The Canadian dollar weakened to a two-week low against its U.S. counterpart on Wednesday as oil prices fell and after the U.S. Federal Reserve was less dovish than some investors had anticipated.
The Fed cut interest rates, as expected, but gave mixed signals regarding future rate moves, boosting the greenback.
“I think markets were broadly positioning themselves for a dovish surprise today from the Fed,” said Erik Bregar, head of FX strategy at the Exchange Bank of Canada. “If you were expecting something dovish, you cover your U.S. dollar short and you buy dollars and that hurts CAD.”

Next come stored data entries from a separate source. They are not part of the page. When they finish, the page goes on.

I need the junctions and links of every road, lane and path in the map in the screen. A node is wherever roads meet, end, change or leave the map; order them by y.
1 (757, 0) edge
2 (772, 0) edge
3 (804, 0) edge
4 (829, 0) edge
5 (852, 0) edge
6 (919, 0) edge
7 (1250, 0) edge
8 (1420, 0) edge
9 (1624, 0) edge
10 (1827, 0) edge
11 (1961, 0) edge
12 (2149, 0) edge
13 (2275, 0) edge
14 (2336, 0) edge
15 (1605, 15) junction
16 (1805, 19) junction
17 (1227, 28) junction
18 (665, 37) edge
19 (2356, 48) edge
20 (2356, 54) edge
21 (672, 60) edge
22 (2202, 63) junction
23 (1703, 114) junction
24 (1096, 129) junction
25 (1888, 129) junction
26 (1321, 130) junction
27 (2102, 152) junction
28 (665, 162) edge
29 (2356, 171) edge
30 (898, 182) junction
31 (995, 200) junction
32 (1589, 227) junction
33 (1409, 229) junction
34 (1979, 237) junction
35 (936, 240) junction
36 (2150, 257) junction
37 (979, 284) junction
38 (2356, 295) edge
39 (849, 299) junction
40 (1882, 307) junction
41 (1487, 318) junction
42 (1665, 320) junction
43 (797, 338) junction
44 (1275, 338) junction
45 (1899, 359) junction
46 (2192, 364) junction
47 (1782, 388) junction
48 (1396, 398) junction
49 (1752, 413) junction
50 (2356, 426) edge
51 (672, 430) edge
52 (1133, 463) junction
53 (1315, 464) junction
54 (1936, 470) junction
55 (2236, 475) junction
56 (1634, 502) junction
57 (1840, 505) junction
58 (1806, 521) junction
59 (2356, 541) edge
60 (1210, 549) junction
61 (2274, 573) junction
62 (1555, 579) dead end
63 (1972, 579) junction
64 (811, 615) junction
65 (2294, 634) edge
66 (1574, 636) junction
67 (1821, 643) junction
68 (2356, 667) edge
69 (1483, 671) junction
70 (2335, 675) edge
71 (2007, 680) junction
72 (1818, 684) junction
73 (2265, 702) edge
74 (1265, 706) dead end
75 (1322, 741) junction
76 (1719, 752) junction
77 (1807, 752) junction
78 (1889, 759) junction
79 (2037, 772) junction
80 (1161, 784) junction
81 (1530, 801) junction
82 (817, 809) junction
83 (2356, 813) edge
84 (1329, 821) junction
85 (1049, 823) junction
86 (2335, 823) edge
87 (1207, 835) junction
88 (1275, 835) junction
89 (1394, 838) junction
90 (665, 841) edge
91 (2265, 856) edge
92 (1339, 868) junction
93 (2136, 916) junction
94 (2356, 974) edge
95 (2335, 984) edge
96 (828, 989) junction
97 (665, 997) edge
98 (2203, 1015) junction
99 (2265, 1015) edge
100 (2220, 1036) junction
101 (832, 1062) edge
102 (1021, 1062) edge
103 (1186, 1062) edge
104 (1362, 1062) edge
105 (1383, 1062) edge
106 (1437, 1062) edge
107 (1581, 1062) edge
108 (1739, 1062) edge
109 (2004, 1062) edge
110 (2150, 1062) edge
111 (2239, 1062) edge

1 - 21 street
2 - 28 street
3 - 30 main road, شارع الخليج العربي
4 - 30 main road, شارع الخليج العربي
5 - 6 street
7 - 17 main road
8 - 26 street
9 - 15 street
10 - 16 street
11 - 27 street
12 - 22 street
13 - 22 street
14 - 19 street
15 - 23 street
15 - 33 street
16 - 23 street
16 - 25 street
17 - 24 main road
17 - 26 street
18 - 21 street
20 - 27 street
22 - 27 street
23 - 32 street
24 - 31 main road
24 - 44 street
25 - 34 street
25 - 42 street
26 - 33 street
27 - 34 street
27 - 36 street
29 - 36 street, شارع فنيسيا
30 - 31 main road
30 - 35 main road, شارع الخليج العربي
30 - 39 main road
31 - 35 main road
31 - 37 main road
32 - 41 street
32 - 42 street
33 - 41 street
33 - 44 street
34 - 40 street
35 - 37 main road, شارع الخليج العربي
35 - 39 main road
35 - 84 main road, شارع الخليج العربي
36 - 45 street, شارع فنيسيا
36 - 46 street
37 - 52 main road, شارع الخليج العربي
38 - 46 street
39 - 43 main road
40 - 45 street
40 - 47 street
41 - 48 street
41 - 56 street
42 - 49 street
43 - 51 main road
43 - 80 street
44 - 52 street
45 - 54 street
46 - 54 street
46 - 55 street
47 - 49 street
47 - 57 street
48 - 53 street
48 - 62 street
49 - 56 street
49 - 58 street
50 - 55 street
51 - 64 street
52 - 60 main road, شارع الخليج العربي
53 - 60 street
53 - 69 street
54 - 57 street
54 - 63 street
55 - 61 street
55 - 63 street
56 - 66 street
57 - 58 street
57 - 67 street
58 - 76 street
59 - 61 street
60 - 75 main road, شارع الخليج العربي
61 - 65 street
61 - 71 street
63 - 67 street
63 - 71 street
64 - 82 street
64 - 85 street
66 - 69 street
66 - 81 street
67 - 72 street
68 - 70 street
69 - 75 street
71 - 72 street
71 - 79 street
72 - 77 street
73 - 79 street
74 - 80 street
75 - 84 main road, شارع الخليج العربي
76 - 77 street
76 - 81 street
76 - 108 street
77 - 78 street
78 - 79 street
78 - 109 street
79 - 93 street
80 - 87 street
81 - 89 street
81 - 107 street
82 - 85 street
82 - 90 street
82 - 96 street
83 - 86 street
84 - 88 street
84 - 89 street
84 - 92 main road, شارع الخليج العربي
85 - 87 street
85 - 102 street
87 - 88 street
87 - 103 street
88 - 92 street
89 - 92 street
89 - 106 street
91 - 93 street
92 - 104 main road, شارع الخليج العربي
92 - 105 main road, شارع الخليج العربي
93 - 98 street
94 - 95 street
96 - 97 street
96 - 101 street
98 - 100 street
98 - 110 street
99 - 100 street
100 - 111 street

Meanwhile, the price of oil, one of Canada’s major exports, extended the previous day’s declines after Saudi Arabia said it would quickly restore full production following last weekend’s attacks on its facilities and as U.S. crude stockpiles rose unexpectedly.
U.S. crude oil futures settled 2.1 per cent lower at $58.11 a barrel.
At 4:22 p.m., the Canadian dollar was trading 0.3 per cent lower at 1.3285 to the greenback, or 75.27 U.S. cents. The currency touched its weakest intraday level since Sept. 4 at 1.3310.
The decline for the loonie came as data from Statistics Canada showed that Canada’s annual inflation rate dipped to 1.9 per cent in August from 2.0 per cent in July on lower gasoline prices.
Still, the average of the Bank of Canada’s three preferred measures of core inflation was little changed at 2.0 per cent, which could encourage the Bank of Canada to leave interest rates on hold over the coming months even as some of its global peers have eased.
“The inflation numbers as we saw them this morning, they don’t push the Bank of Canada to follow the Fed,” said Hosen Marjaee, senior portfolio manager, at Manulife Asset Management.
Canadian government bond prices were higher across a flatter yield curve. The two-year rose 2.5 cents to yield 1.598 per cent and the 10-year was up 15 cents to yield 1.433 per cent.
The 10-year yield touched its lowest intraday since Sept. 12 at 1.409 per cent.